Lo que Castro nunca ha entendido son los límites del poder. Habrá podido enviar guerrillas a Venezuela, Colombia y Argentina con idénticos resultados desastrosos y envió a su supuesto álter ego, Che Guevara, a la muerte en Bolivia, y ha enviado ejércitos a Angola, el Congo y, asombroso, Etiopía, porque en definitiva las decisiones han sido suyas, ya que gobierna solo. No hay nadie en Cuba capaz de oponerse a sus decisiones personales, y aun los que lo han hecho de manera renuente han corrido la suerte peor que la muerte de un juicio abyecto, y en el caso de su general y héroe de la revolución, Arnaldo Ochoa, los dos destinos. Pero el poder unipersonal siempre corre el riesgo de terminar cuando termina la persona que lo detenta. Aunque Raúl Castro ha sido siempre el Mr.

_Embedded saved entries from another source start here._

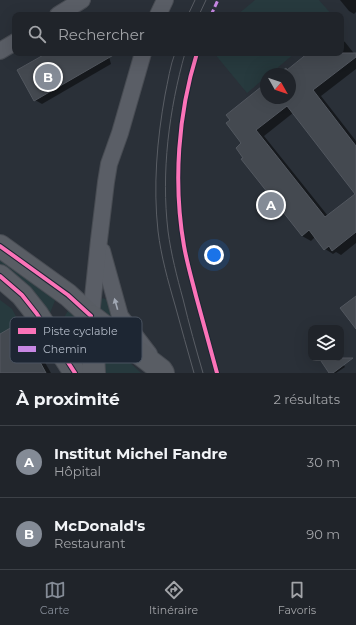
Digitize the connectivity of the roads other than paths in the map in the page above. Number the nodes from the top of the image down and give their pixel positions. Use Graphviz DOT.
graph roads {
  1 [pos="82,0"];
  2 [pos="165,0"];
  3 [pos="63,12"];
  4 [pos="159,12"];
  5 [pos="12,44"];
  6 [pos="0,51"];
  7 [pos="142,56"];
  8 [pos="99,240"];
  9 [pos="0,246"];
  10 [pos="0,276"];
  11 [pos="91,316"];
  12 [pos="39,317"];
  13 [pos="121,317"];
  14 [pos="142,345"];
  15 [pos="142,356"];
  16 [pos="69,363"];
  17 [pos="93,363"];
  18 [pos="162,372"];
  19 [pos="75,373"];
  20 [pos="94,373"];
  1 -- 3 [label="street"];
  2 -- 4 [label="street"];
  5 -- 6 [label="street"];
  7 -- 8 [label="street"];
  8 -- 11 [label="street"];
  13 -- 8 [label="street, one-way"];
  9 -- 11 [label="main road"];
  10 -- 12 [label="main road"];
  18 -- 14 [label="street, one-way"];
  15 -- 18 [label="main road"];
  16 -- 19 [label="main road"];
  17 -- 20 [label="main road"];
}
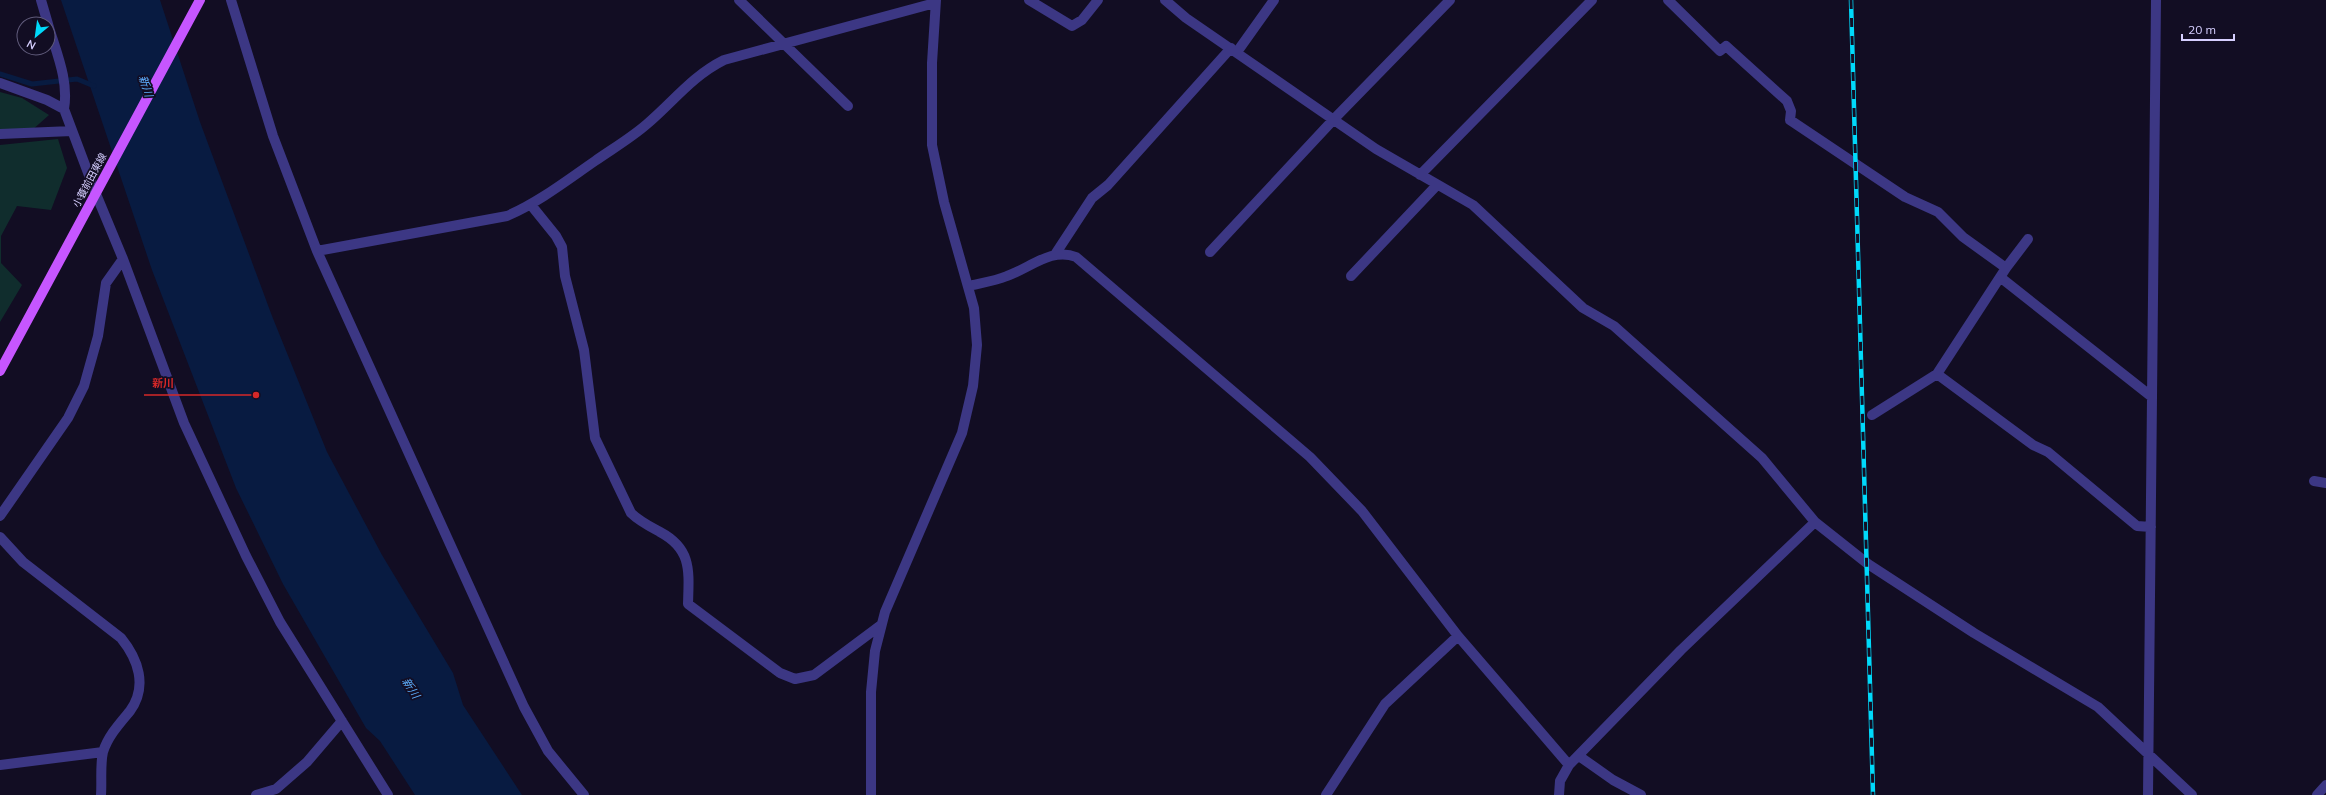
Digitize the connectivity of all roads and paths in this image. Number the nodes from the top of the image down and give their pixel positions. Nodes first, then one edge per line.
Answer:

Hyde del Dr. Jekyll de Castro, nunca podrá gobernar solo en Cuba y siempre será, delfín o infante, un heredero dudoso. Para terminar con el poder de Castro habrá que terminar con Castro. No importa si su fin es vertical o será horizontal, la posición definitiva de Ceausescu. En todo caso, la nación, la república, la isla tardará mucho tiempo en recobrarse, en volver a ser ella misma como siempre lo quisieron Martí y Maceo, los protagonistas del aparente fracaso de la lucha contra el poder colonial español. Pero Cuba, la llamada “isla de corcho”, flotará, y una vez más la geografía determinará la historia.

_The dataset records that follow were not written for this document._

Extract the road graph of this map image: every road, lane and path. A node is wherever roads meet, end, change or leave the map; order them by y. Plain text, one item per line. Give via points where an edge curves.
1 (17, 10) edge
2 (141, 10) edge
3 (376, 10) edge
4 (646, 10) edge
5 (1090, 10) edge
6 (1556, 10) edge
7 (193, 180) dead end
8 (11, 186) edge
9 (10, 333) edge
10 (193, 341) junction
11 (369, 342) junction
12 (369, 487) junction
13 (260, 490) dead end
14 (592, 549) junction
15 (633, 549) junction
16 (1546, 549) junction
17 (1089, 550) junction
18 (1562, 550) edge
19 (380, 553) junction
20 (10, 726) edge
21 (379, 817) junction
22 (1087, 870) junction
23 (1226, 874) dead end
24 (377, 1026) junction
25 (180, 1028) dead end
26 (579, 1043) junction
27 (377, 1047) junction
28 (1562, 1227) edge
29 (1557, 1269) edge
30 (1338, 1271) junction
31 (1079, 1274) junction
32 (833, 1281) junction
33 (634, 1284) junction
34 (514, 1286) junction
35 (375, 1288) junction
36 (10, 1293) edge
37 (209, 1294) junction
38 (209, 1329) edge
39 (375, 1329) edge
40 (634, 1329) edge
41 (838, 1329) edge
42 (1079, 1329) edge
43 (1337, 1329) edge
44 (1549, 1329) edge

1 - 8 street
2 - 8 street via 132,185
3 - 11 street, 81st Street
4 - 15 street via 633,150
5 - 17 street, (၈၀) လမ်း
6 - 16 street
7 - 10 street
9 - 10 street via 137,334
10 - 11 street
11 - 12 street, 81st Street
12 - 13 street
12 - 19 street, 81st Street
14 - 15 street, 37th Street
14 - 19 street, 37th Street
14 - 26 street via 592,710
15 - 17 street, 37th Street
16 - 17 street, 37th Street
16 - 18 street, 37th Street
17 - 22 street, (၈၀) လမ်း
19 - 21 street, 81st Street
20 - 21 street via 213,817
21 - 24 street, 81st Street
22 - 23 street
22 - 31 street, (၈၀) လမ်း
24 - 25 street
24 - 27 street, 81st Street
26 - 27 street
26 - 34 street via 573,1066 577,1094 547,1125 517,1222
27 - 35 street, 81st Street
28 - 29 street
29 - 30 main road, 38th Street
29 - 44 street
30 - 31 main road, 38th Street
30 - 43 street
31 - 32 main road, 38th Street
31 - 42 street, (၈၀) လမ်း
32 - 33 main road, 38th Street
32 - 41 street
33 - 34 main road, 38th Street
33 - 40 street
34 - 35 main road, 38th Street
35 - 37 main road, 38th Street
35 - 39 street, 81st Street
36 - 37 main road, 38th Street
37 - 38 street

Contrariamente a lo que se dice y a veces se piensa, las últimas fintas de Fidel Castro no cambiarán una jota el desesperado presente cubano ni alterarán el inevitable futuro de la isla. Las apariciones de Castro son el adiós de un actor que se despide.
Castro es ahora gallego, cuando su desastrosa aventura de Angola fue afrocubano; hace poco, para refutar a Colón, reclamó antepasados indios, y, por supuesto, cuando era íntimo de Olof Palme se hizo el sueco. Pocos políticos ha habido en el siglo más oportunistas, y decir que es un camaleón es insultar a los camaleones por tener los colores fijos. Hay una interpretación borgiana tal vez menos conocida, pero más justa: Castro es un hombre de sucesivas y opuestas lealtades.

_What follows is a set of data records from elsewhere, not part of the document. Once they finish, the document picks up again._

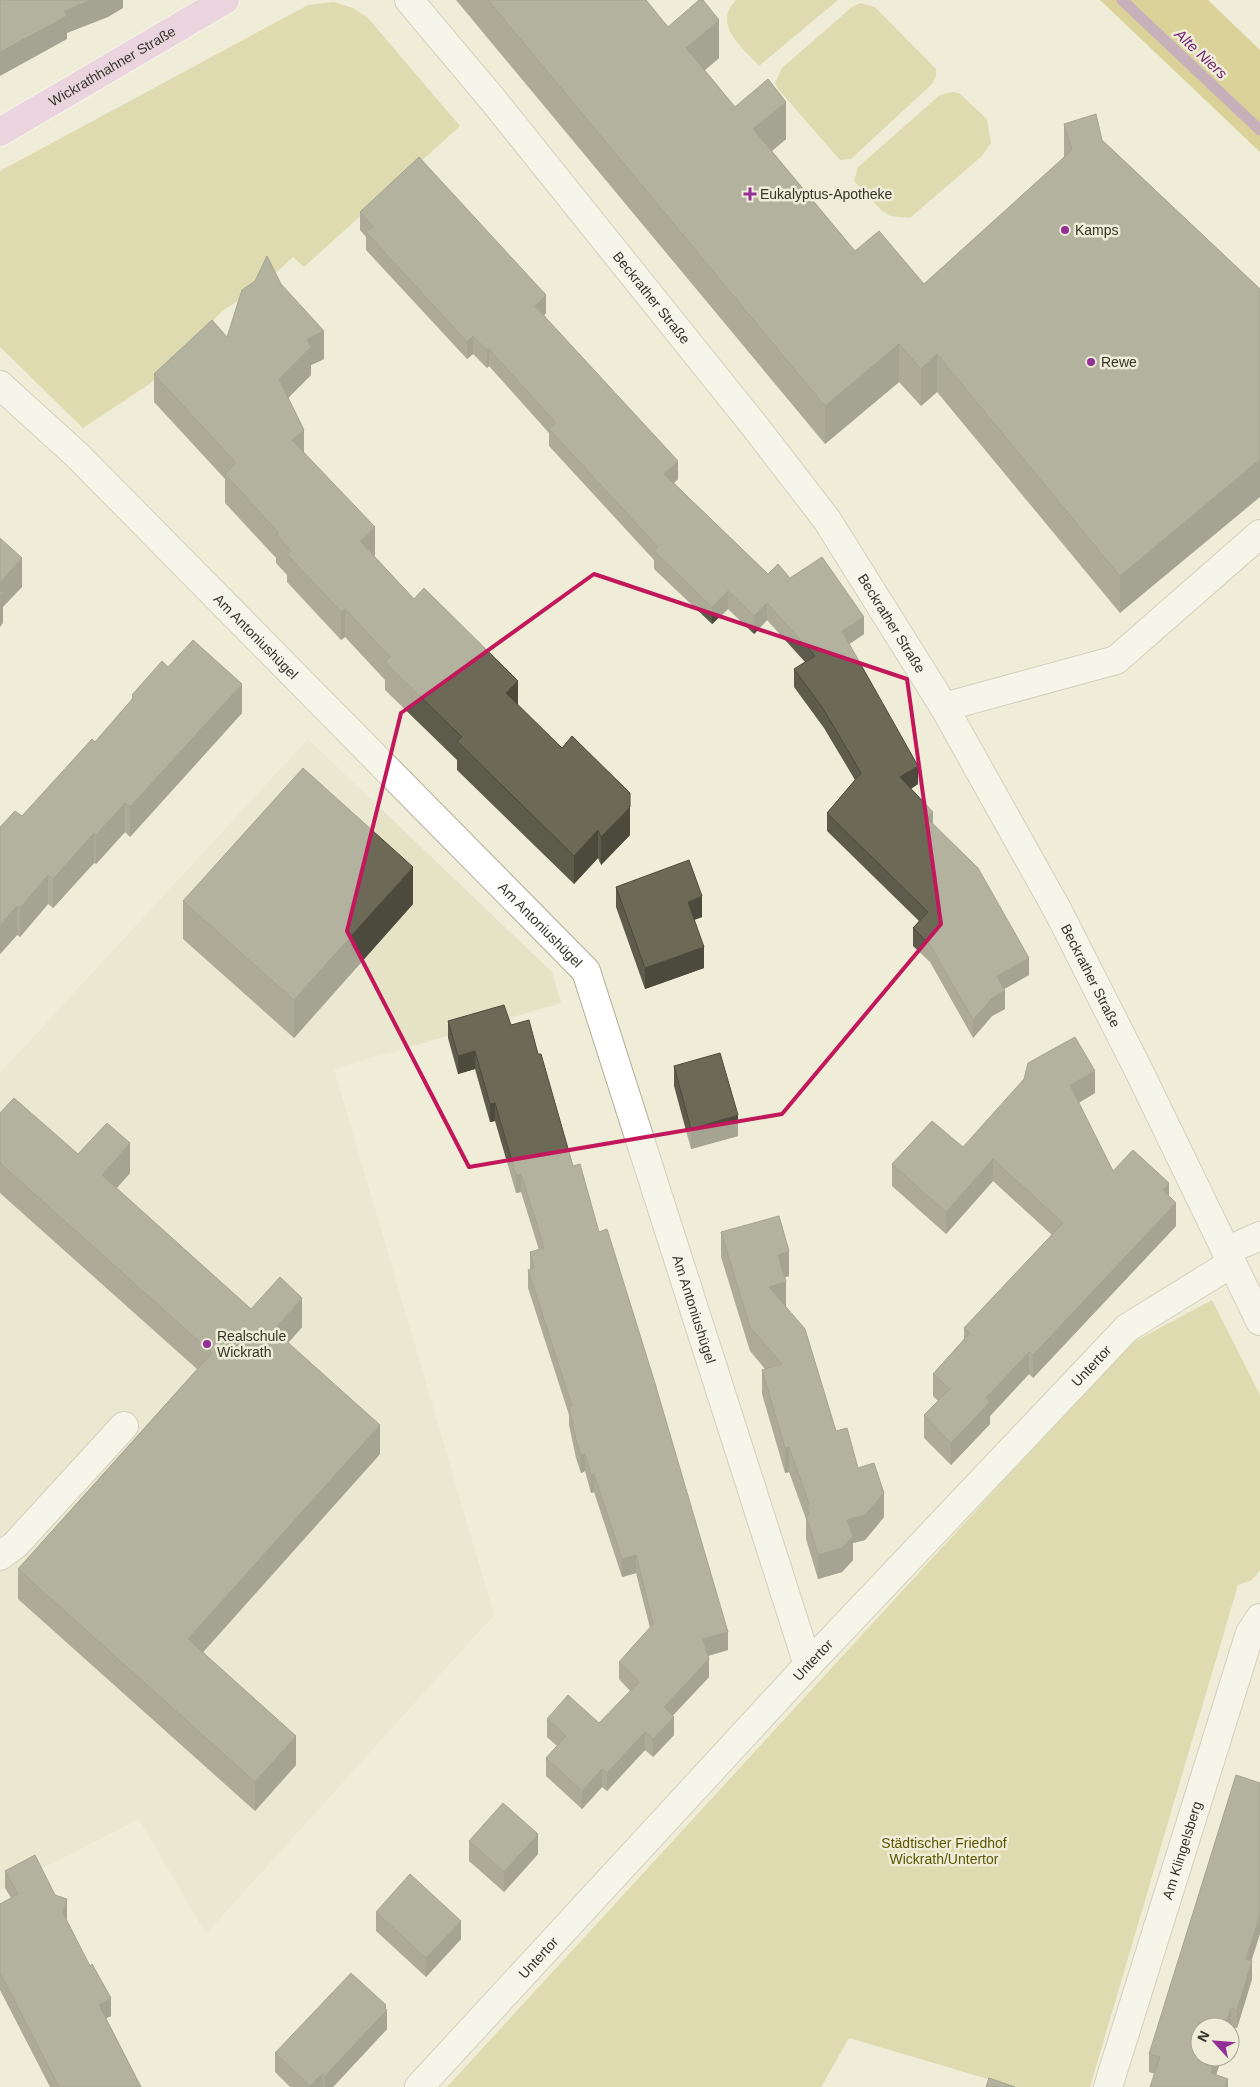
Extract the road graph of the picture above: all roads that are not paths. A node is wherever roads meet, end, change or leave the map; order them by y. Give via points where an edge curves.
1 (409, 0) edge
2 (221, 2) edge
3 (0, 132) edge
4 (0, 385) edge
5 (1260, 534) edge
6 (944, 707) junction
7 (1260, 1236) edge
8 (1229, 1257) junction
9 (1260, 1321) edge
10 (124, 1426) dead end
11 (0, 1556) edge
12 (1260, 1618) edge
13 (808, 1665) junction
14 (419, 2087) edge
15 (1108, 2087) edge

1 - 6 street, Beckrather Straße via 493,100 827,520
2 - 3 main road, Wickrathhahner Straße
4 - 13 street, Am Antoniushügel via 77,455 586,971
5 - 6 street via 1116,660
6 - 8 street, Beckrather Straße via 1075,944
7 - 8 street, Untertor
8 - 9 street, Beckrather Straße
8 - 13 street, Untertor via 1128,1328
10 - 11 street via 15,1545
12 - 15 street, Am Klingelsberg via 1250,1633
13 - 14 street, Untertor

Con La Habana en ruinas, con la economía cubana hecha trizas, con la isla demolida, ¿qué es lo que sostiene a Castro en el poder? Físicamente, la permanente policía política; personalmente, el orgullo desmedido, pero también la conducta de un criminal que sabe que la revelación de la escena del crimen le será aún más onerosa que la permanencia. Hitler, con la guerra perdida, lanzó sus últimas campañas suicidas para evitar que, con su derrota, se revelaran todos los crímenes del nazismo, como sucedió al terminar el conflicto. Castro no hace menos, y las revelaciones de lo que ha ocultado su largo gobierno servirán para hacer conocer al mundo, con la vergüenza de los que lo han apoyado hasta el amargo final, el horror de su régimen.